TUNEL staining revealed minimal green fluorescence in uninfected larval guts, whereas strong fluorescent signals were observed in A. apis-infected samples. Merged images confirmed co-localization of the TUNEL signal (green) and cell nuclei (blue) in infected larval guts (Figure 2), indicating that A. apis infection induced significant apoptosis.

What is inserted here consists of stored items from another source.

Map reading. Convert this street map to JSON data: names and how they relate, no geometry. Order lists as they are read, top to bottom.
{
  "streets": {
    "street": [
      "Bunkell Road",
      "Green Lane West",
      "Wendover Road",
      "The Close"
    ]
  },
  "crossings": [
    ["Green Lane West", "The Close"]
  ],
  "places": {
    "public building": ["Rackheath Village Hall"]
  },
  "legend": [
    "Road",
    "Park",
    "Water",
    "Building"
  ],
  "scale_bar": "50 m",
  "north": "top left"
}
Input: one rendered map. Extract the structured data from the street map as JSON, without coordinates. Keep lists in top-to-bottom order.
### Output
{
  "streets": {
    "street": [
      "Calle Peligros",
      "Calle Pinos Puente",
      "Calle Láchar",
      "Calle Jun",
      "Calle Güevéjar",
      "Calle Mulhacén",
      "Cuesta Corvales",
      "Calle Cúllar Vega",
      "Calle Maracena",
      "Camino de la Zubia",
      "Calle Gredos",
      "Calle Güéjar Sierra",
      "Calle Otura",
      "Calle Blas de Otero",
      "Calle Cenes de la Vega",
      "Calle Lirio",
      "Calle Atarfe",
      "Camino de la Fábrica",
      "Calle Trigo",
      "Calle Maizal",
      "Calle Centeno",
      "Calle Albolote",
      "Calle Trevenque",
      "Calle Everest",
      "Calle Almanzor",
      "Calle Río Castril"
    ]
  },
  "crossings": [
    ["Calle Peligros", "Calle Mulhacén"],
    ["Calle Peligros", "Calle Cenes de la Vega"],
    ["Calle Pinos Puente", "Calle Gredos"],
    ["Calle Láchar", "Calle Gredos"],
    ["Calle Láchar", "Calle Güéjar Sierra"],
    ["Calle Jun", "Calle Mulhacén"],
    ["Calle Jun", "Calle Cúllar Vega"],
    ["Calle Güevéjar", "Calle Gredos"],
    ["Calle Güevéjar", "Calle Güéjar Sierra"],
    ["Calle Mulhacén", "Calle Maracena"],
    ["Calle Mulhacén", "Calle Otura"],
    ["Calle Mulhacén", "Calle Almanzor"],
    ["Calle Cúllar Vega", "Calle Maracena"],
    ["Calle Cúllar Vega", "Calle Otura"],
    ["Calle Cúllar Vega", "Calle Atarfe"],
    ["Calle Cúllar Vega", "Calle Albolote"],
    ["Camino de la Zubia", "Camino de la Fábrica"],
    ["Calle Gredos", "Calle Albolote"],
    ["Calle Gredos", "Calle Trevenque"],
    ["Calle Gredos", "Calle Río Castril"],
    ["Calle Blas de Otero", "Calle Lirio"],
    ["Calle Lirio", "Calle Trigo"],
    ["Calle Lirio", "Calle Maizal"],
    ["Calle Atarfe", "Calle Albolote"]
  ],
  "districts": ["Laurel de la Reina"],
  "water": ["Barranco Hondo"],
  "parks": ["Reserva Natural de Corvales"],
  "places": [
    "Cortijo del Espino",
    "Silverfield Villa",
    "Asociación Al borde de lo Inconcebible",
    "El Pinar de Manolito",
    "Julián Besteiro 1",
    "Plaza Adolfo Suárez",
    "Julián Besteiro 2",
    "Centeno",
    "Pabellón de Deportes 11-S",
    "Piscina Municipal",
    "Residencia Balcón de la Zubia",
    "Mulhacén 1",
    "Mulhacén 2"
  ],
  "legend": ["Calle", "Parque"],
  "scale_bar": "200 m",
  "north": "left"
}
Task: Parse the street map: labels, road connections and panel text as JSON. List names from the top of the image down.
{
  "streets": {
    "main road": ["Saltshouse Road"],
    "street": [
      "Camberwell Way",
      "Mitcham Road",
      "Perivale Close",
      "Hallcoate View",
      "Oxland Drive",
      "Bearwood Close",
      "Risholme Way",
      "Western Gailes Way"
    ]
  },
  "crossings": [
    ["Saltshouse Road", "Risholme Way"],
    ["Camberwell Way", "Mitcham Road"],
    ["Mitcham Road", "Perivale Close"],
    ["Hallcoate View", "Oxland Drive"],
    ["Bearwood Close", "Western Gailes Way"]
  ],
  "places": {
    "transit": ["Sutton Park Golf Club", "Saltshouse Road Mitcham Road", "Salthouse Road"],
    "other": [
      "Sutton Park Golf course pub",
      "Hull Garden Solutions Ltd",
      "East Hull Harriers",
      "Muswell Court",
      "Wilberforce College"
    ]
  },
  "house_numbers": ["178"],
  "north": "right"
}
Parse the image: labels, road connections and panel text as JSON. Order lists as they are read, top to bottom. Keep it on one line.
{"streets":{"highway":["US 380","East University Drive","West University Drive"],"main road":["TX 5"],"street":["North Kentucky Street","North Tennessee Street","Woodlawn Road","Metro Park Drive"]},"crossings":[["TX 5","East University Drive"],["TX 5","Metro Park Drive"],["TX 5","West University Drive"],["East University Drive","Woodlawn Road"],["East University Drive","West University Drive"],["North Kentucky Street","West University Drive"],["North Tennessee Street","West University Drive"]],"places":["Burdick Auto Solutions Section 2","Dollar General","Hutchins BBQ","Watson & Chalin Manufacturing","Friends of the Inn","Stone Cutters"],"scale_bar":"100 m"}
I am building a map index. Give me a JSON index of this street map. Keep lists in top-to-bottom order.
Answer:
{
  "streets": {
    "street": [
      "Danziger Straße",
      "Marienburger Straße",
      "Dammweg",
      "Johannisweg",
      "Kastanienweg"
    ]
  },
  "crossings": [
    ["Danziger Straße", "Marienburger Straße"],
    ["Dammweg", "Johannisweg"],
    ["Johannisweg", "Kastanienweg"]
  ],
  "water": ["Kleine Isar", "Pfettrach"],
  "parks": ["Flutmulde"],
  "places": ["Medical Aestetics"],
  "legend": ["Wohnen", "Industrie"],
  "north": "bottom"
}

3.2. A. apis Affects the Survival of Worker Larvae Through the Apoptosis Process
To assess the impact of A. apis-induced apoptosis on worker larval survival, infected larvae were treated with the apoptosis inhibitor Z-VAD-FMK or the activator PAC-1 (Figure 3A). Treatment with the apoptosis inhibitor (10 μM) significantly improved the survival of infected larvae, whereas the apoptosis activator (10 μM) reduced survival. At higher concentrations (50 μM and 100 μM), both compounds led to a decrease in survival; however, inhibitor-treated larvae consistently exhibited higher survival rates than those receiving the activator (Figure 3C,D).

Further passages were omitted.